Ph.D., Colorado State University, August 2015
Major Professors: Anthony A. Maciejewski
As high performance computing systems increase in size, new and more efficient algorithms are needed to schedule work on the machines, understand the performance trade-offs inherent in the system, and determine which machines to provision. The extreme scale of these newer systems requires unique task scheduling algorithms that are capable of handling millions of tasks and thousands of machines. A highly scalable scheduling algorithm is developed that computes high quality schedules, especially for large problem sizes. Large-scale computing systems also consume vast amounts of electricity, leading to high operating costs.
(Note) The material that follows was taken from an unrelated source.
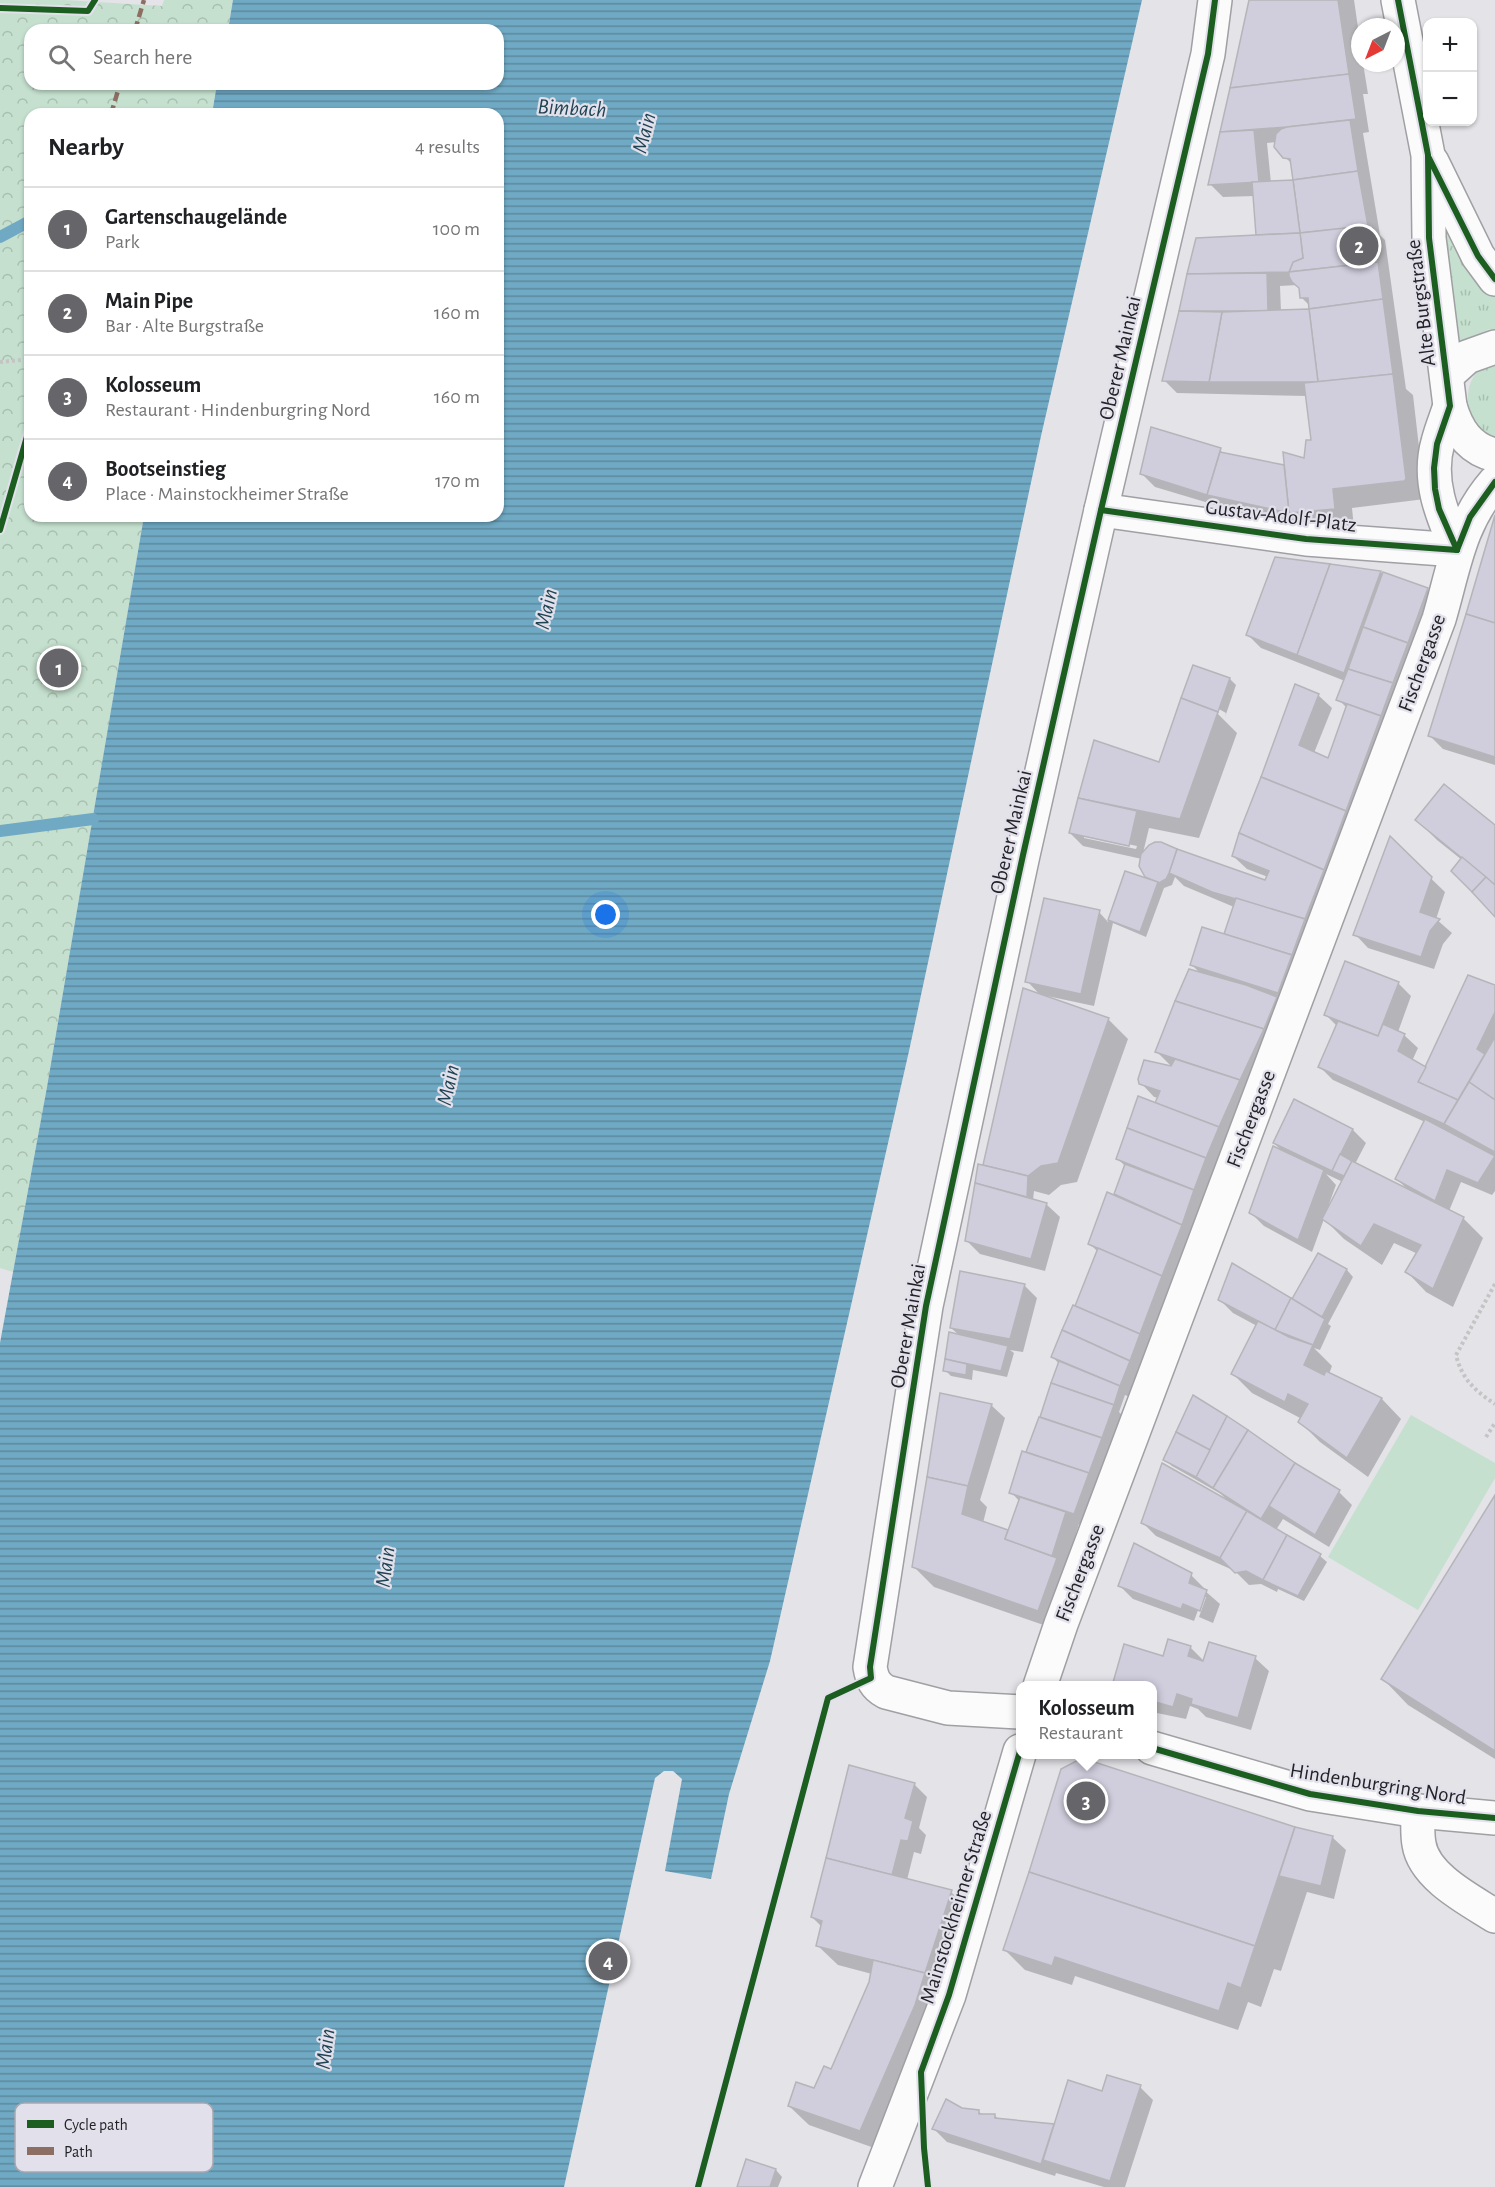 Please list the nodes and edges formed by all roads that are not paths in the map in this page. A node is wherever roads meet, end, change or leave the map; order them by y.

Through the use of novel resource allocation techniques, system administrators can examine this trade-off space to quantify how much a given performance level will cost in electricity, or see what kind of performance can be expected when given an energy budget. Trading-off energy and makespan is often difficult for companies because it is unclear how each affects the profit. A monetary-based model of high performance computing is presented and a highly scalable algorithm is developed to quickly find the schedule that maximizes the profit per unit time. As more high performance computing needs are being met with cloud computing, algorithms are needed to determine the types of machines that are best suited to a particular workload. An algorithm is designed to find the best set of computing resources to allocate to the workload that takes into account the uncertainty in the task arrival rates, task execution times, and power consumption. Reward rate, cost, failure rate, and power consumption can be optimized, as desired, to optimally trade-off these conflicting objectives.